[Records from a data collection]

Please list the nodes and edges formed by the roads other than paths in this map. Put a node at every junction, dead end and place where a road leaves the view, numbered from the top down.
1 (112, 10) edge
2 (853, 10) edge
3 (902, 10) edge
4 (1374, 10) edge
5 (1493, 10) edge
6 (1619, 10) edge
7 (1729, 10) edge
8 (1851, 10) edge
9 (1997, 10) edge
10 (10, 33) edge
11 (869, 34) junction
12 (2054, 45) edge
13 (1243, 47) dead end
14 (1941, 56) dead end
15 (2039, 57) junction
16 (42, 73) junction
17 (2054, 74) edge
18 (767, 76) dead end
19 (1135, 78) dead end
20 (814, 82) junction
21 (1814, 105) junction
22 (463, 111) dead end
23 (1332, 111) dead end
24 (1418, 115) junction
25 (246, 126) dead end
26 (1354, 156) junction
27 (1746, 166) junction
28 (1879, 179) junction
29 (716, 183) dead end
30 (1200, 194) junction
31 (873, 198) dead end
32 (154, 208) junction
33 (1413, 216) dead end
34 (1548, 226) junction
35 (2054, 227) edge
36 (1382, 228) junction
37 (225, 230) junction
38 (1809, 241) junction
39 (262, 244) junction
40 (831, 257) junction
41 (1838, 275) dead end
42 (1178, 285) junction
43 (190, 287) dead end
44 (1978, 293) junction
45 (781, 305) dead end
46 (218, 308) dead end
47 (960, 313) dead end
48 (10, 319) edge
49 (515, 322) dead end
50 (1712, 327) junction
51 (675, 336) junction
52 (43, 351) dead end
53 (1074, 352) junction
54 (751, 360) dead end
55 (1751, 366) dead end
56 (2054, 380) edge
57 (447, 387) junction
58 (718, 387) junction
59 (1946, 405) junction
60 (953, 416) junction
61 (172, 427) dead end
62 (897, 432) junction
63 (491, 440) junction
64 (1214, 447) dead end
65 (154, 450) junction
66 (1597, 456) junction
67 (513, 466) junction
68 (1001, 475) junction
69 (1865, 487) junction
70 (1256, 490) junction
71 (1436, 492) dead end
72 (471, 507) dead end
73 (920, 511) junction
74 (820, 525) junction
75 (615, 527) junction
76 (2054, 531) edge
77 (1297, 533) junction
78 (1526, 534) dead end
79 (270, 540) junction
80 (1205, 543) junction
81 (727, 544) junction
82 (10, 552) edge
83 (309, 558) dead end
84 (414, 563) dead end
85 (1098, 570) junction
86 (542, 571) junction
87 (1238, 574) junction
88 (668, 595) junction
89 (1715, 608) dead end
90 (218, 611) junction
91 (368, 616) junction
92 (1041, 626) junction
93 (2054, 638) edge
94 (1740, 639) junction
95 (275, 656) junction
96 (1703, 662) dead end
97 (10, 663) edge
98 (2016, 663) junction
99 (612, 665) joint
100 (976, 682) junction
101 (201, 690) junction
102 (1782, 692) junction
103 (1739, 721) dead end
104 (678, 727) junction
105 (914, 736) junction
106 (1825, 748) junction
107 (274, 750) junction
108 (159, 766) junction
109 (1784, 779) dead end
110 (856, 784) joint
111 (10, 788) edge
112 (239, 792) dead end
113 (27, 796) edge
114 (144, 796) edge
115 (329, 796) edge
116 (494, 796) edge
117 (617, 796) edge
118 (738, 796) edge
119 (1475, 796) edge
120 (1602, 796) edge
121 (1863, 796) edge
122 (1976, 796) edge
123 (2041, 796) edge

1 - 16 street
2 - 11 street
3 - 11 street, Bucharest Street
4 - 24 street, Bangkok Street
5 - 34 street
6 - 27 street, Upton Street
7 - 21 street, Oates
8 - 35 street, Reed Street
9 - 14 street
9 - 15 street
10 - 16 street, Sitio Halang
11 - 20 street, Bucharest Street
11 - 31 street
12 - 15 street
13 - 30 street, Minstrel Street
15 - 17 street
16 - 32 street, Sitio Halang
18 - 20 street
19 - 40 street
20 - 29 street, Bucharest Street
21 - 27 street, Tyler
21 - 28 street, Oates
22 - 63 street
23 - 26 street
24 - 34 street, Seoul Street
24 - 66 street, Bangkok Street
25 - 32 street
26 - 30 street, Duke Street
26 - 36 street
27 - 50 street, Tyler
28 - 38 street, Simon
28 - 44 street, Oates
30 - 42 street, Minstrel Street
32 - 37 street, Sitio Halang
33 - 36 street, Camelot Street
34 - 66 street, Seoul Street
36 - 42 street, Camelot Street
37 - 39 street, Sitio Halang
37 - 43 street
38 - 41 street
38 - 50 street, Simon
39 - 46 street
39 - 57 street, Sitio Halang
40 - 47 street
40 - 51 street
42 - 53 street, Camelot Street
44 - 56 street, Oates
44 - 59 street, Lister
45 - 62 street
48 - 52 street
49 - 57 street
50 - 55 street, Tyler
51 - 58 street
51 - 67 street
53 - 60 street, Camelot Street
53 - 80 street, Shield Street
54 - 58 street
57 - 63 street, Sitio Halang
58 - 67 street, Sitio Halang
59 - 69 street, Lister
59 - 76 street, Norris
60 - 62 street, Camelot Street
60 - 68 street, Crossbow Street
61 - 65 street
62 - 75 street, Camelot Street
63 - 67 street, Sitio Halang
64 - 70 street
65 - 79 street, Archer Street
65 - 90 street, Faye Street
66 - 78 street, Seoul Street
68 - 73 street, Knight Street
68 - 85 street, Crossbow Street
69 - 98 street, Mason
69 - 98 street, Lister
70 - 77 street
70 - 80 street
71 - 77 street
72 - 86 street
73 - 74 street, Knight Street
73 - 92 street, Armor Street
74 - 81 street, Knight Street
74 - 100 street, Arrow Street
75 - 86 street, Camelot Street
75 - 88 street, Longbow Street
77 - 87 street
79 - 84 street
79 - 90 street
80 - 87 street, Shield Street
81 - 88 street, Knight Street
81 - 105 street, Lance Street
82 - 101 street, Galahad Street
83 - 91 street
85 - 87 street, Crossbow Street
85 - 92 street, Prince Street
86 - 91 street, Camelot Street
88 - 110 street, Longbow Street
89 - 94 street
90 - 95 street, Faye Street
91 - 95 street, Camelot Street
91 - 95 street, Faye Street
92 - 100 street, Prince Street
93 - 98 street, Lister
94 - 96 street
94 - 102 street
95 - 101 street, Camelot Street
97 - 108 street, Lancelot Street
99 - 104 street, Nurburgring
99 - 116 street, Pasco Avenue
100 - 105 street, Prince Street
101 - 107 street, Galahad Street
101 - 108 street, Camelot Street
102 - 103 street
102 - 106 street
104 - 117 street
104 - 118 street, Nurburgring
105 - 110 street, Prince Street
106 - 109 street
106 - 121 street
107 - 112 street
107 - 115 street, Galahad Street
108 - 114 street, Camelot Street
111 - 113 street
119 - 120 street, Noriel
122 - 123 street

▶ [Task statement]
Copy here each line of the preceding records with "Halang" in it.

▶ [Result below]
10 - 16 street, Sitio Halang
16 - 32 street, Sitio Halang
32 - 37 street, Sitio Halang
37 - 39 street, Sitio Halang
39 - 57 street, Sitio Halang
57 - 63 street, Sitio Halang
58 - 67 street, Sitio Halang
63 - 67 street, Sitio Halang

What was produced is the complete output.